Bijna de helft (45%) van de festivals was gratis toegankelijk, zoals alle bevrijdingsfestivals en Parkpop. De 33 popfestivals telden ruim 1,4 miljoen bezoeken. Hierbij werd meer dan 450.000 keer entree betaald en waren er ruim 950.000 gratis bezoeken. De popfestivals hadden een gezamenlijke omzet van ruim 65 miljoen euro, waarvan 86% werd gegenereerd door de festivals met entreeprijs.
51 poppodia die zijn aangesloten bij de Vereniging Nederlandse Poppodia en Festivals (VNPF) genereerden in 2015 voor 69% eigen inkomsten, waarvan 2% uit sponsoring, oftewel 2,5 miljoen euro. Dat is gemiddeld 50.000 euro per podium. Het percentage is hetzelfde als voorgaande jaren. De poppodia realiseerden vorig jaar in totaal een gezamenlijke omzet van 129,2 miljoen euro.

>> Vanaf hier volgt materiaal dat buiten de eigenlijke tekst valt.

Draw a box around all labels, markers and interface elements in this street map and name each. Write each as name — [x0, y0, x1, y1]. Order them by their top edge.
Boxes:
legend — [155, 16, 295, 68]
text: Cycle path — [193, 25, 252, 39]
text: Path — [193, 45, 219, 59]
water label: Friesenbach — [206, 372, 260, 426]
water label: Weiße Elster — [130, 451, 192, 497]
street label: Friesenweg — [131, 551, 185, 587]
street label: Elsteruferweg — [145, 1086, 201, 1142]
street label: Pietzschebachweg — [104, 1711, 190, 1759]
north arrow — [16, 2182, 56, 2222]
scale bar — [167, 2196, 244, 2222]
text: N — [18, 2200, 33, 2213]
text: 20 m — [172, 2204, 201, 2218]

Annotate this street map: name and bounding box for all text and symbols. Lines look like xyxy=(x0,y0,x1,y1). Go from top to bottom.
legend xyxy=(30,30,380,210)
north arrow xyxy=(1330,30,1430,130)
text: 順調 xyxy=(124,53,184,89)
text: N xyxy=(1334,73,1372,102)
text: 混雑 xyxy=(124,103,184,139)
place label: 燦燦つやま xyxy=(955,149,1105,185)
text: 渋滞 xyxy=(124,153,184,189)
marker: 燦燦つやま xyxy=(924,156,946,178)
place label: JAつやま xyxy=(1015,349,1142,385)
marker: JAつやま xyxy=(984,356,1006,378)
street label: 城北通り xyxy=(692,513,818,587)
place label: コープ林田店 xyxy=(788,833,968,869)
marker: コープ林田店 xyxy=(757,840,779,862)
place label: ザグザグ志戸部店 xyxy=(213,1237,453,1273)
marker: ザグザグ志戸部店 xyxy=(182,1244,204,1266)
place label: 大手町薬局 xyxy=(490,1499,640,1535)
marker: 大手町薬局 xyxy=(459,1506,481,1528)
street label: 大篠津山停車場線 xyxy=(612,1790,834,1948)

Behalve uit sponsoring bestaan de eigen inkomsten uit kaartverkoop (34%), horeca (24%), besloten verhuur (3%) en overige inkomsten (6%). Van de 31% inkomsten uit subsidies was 97% afkomstig van de gemeenten, voornamelijk bedoeld voor de huisvesting en exploitatie. De 51 poppodia organiseerden samen 13.417 activiteiten in 2015.